Impact of Sea Level Rise on Landscape Ecology in the Greater Bay
Area Under Global Warming Effect
Fan Zhang
College of Life Science, Sun Yat-Sen University, Guangzhou, 510275, China
Keywords: Global Warming, Sea Level Rise, Greater Bay Area, Landscape Ecology.
Abstract: In the context of escalating global climate change, sea level rise has emerged as a pressing global concern.
This phenomenon exerts a profound influence not only on coastal landscapes and land use patterns, but also
on biodiversity, ecosystem functions, and human life. As a vibrant and promising urban agglomeration in
China and globally, the Guangdong-Hong Kong-Macao Greater Bay Area confronts particularly acute
challenges and threats to its landscape patterns and biodiversity due to rising sea levels. The primary objective
of this study is to scrutinize the implications of sea level rise on the landscape ecology of the Guangdong-
Hong Kong-Macao Greater Bay Area amidst the backdrop of global warming, and to propose pertinent
adaptive measures and management recommendations grounded in predictive analyses.

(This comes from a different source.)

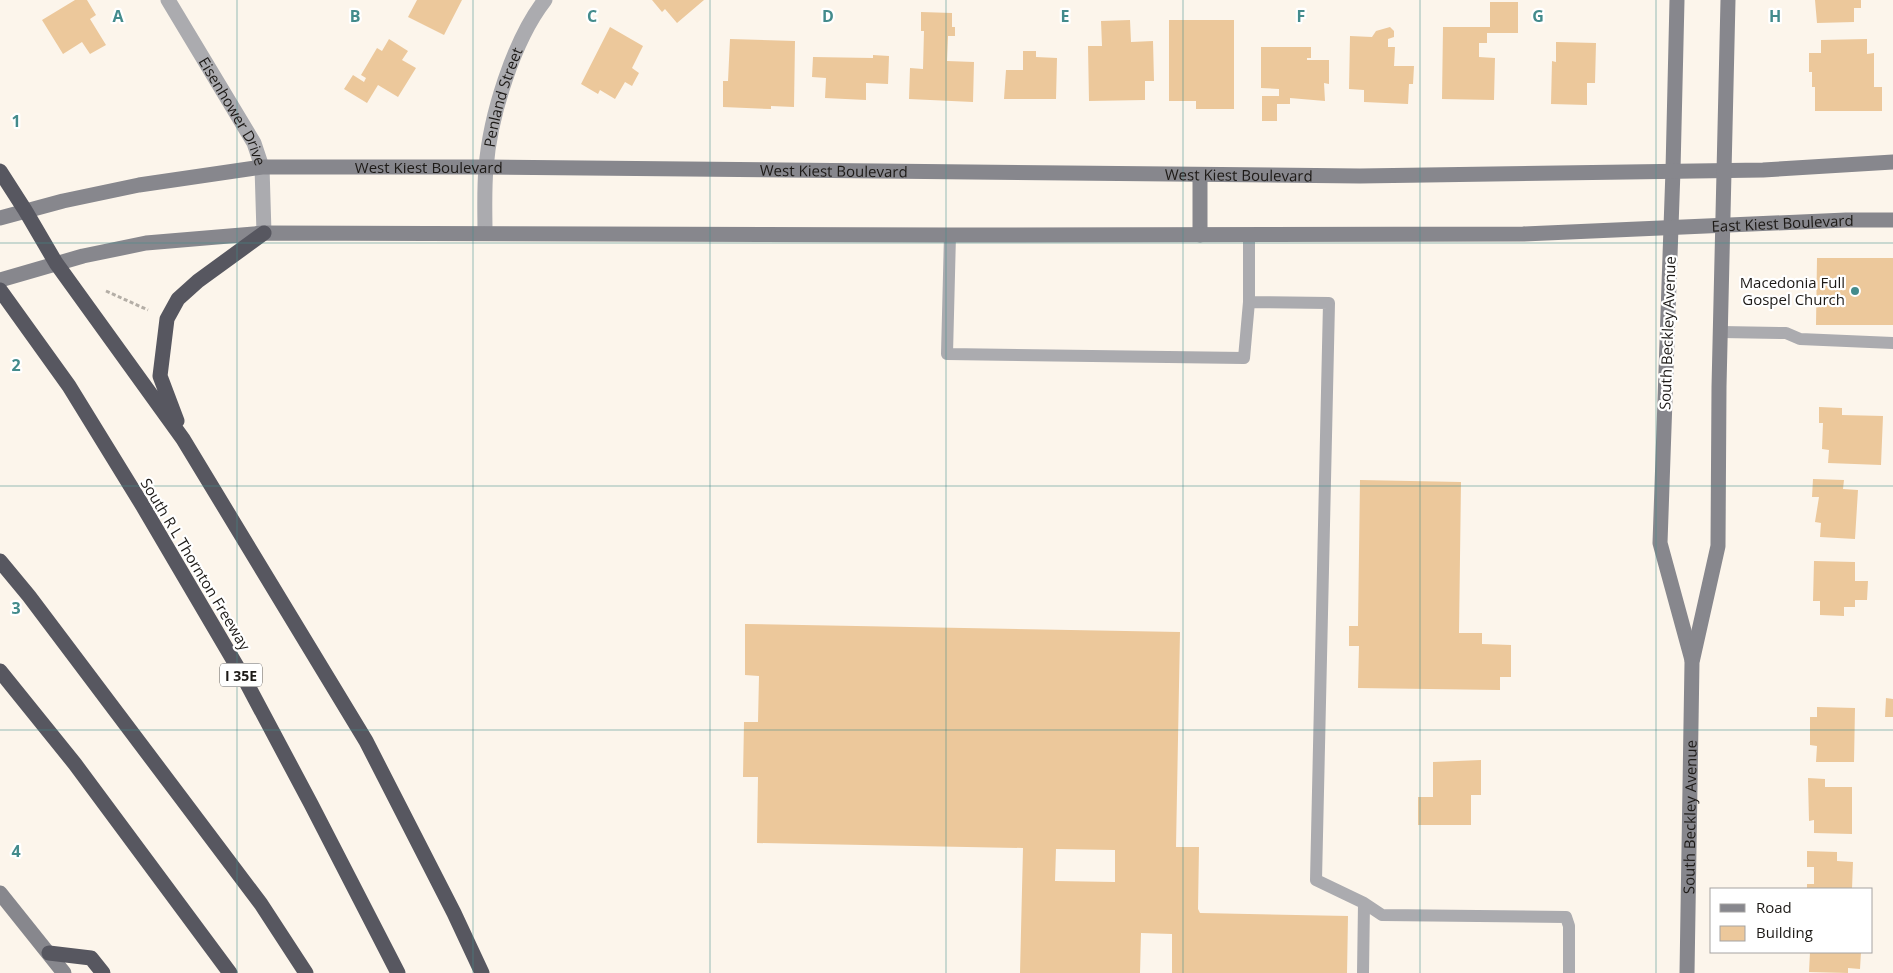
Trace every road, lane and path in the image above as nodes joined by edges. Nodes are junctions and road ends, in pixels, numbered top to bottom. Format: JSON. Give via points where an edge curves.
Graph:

The outcomes of this
research will significantly contribute to the formulation of a strategic framework for managing sea level rise
in the Greater Bay Area, providing policymakers with invaluable information and tools to safeguard the
region's landscapes, biodiversity, and human communities in the midst of ongoing climate change.
1 INTRODUCTION
The Intergovernmental Panel on Climate Change's
(IPCC) Sixth Assessment Report underscores the
remarkable escalation in global surface temperatures
and forecasts a continual augmentation in sea levels
attributed to anthropogenic global warming. Notably,
the real-world emissions of carbon dioxide (CO2) are
anticipated to contribute significantly to substantial
rises in sea levels towards the end of the century.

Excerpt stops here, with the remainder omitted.